Nemotron 3 Super#

Nemotron 3 Superis a large language model (LLM) trained by NVIDIA, designed to deliver strong agentic, reasoning, and conversational capabilities. It is employs a hybrid Latent Mixture-of-Experts (LatentMoE) architecture, utilizing interleaved Mamba-2 and MoE layers, along with select Attention layers. Distinct from the Nano model, the Super model incorporates Multi-Token Prediction (MTP) layers for faster text generation and improved quality, and it is trained using NVFP4 quantization to maximize compute efficiency. The model has 12B active parameters and 120B parameters in total.

NeMo Megatron Bridge supports pretraining, full parameters finetuning, and LoRA finetuning this model. The finetuned model can be converted back to the πŸ€— Hugging Face format for downstream evaluation.

Important

Please use the custom container nvcr.io/nvidia/nemo:26.02.nemotron_3_super when working with this model.

Run all commands from /opt/Megatron-Bridge (e.g. docker run -w /opt/Megatron-Bridge ...)

Getting the Latest Code#

For the best experience, it is recommended to use the latest code from the super-v3 branch. There are two ways to do this:

Option 1: Update the Code Inside the Container#

Launch the container and update the code in-place:

# Pull the latest changes from the super-v3 branch
cd /opt/megatron
git pull origin super-v3

Option 2: Mount the Repo from Host#

This approach lets you work with the code on your host machine and mount it into the container at runtime.

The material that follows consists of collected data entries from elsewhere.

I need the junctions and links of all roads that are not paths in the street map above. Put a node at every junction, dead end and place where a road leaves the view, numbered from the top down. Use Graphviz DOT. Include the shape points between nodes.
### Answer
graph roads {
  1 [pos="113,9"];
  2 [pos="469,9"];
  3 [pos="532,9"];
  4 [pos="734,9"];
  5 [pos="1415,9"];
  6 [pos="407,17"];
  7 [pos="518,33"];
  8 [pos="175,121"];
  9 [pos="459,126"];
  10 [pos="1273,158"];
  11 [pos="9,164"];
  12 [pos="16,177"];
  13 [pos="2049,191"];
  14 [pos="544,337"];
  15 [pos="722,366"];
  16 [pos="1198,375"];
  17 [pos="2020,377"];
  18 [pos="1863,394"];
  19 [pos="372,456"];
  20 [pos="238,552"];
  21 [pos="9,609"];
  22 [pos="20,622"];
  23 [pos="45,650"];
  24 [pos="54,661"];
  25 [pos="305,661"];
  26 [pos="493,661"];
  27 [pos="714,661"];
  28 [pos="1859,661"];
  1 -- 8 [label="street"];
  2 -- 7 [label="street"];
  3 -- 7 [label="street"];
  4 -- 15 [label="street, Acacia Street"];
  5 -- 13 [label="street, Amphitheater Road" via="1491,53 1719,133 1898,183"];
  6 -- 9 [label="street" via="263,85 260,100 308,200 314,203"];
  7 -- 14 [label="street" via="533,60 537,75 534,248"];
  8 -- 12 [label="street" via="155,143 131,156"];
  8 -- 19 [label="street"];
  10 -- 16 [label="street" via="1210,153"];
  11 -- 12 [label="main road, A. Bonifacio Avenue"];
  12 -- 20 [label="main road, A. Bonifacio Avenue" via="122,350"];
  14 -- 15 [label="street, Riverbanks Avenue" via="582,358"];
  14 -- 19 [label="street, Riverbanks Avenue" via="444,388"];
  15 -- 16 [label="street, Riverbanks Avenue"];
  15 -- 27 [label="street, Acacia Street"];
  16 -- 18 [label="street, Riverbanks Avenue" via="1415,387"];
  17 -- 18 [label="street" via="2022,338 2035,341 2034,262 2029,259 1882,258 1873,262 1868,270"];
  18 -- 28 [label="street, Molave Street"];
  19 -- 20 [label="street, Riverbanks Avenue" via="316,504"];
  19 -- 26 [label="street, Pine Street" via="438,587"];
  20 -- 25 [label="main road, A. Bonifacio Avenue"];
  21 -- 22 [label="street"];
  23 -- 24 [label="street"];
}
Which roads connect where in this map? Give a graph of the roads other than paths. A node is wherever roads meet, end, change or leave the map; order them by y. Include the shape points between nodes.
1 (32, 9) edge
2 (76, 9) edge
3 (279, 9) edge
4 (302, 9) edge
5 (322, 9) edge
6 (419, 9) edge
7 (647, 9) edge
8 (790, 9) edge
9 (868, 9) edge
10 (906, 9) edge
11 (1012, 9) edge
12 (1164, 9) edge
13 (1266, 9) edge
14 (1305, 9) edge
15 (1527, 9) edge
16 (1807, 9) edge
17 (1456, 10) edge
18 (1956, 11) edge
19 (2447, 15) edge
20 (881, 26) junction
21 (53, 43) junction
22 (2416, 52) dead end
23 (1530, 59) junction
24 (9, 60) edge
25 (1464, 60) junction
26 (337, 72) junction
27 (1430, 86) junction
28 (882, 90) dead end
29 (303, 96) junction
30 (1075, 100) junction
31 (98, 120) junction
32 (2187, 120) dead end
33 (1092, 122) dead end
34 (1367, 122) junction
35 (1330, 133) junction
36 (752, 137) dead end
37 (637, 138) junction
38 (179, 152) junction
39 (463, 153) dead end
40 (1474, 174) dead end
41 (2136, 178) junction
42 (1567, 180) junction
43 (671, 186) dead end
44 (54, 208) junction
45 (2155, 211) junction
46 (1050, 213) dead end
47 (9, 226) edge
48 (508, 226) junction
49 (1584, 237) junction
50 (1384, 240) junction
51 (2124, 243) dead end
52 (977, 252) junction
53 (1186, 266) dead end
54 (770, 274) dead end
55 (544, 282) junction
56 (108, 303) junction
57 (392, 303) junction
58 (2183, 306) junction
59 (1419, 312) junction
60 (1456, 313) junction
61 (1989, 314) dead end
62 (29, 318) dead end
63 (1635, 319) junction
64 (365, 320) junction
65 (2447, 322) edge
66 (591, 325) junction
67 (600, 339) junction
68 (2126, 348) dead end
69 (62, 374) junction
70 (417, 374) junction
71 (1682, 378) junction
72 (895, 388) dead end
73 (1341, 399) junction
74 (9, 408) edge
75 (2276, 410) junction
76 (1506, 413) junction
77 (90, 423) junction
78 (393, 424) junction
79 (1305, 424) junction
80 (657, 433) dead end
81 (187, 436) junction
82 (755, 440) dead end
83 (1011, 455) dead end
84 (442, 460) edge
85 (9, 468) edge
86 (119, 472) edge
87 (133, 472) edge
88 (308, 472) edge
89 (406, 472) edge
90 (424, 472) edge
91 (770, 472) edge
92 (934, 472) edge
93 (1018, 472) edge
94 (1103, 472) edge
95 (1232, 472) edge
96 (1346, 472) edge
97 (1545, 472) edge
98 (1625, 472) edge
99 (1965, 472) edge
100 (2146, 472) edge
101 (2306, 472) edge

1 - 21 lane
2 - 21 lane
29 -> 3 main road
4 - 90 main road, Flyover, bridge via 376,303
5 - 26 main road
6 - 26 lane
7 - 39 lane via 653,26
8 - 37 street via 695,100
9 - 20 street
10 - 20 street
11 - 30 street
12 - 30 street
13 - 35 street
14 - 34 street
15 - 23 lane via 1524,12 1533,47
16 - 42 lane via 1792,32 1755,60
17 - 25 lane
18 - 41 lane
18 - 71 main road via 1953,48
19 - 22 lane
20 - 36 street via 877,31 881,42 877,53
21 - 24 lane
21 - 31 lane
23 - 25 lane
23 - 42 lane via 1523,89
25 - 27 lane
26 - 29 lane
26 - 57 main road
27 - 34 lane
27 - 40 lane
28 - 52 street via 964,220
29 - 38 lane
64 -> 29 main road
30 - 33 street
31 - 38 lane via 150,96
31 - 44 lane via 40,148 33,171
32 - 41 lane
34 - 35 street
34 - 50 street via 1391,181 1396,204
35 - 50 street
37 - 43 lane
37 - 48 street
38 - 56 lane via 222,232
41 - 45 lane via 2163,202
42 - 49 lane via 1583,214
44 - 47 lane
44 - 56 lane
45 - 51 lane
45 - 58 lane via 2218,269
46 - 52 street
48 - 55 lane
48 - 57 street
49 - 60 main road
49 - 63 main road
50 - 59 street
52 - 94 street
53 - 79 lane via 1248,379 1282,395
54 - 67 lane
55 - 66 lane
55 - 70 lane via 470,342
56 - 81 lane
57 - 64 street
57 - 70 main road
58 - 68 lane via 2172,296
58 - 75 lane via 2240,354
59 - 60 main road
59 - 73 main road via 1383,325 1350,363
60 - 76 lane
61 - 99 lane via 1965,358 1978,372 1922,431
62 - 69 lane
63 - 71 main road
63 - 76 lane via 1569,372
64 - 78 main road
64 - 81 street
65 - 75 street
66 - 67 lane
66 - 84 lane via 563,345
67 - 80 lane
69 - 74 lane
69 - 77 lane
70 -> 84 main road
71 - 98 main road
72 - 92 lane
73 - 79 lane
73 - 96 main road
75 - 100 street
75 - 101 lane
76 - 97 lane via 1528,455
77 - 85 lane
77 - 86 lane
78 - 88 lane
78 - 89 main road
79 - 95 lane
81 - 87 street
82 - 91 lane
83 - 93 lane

Step 1 β€” Pull the latest super-v3 branch on the host:

git checkout super-v3 && git pull origin super-v3

Step 2 β€” Mount the repo when launching the container:

MEGATRON_BRIDGE_PATH=/path/to/Megatron-Bridge  # set this to your local clone

docker run --rm -it \
  -v $MEGATRON_BRIDGE_PATH:/opt/Megatron-Bridge \
  -w /opt/Megatron-Bridge \
  nvcr.io/nvidia/nemo:26.02.nemotron_3_super \
  bash

Conversion with πŸ€— Hugging Face#

Import HF β†’ Megatron#

To import the HF model to your desired $MEGATRON_MODEL_PATH, use the distributed conversion script because this model uses expert parallelism. The single-process examples/conversion/convert_checkpoints.py script is limited to single-GPU conversion without model parallelism.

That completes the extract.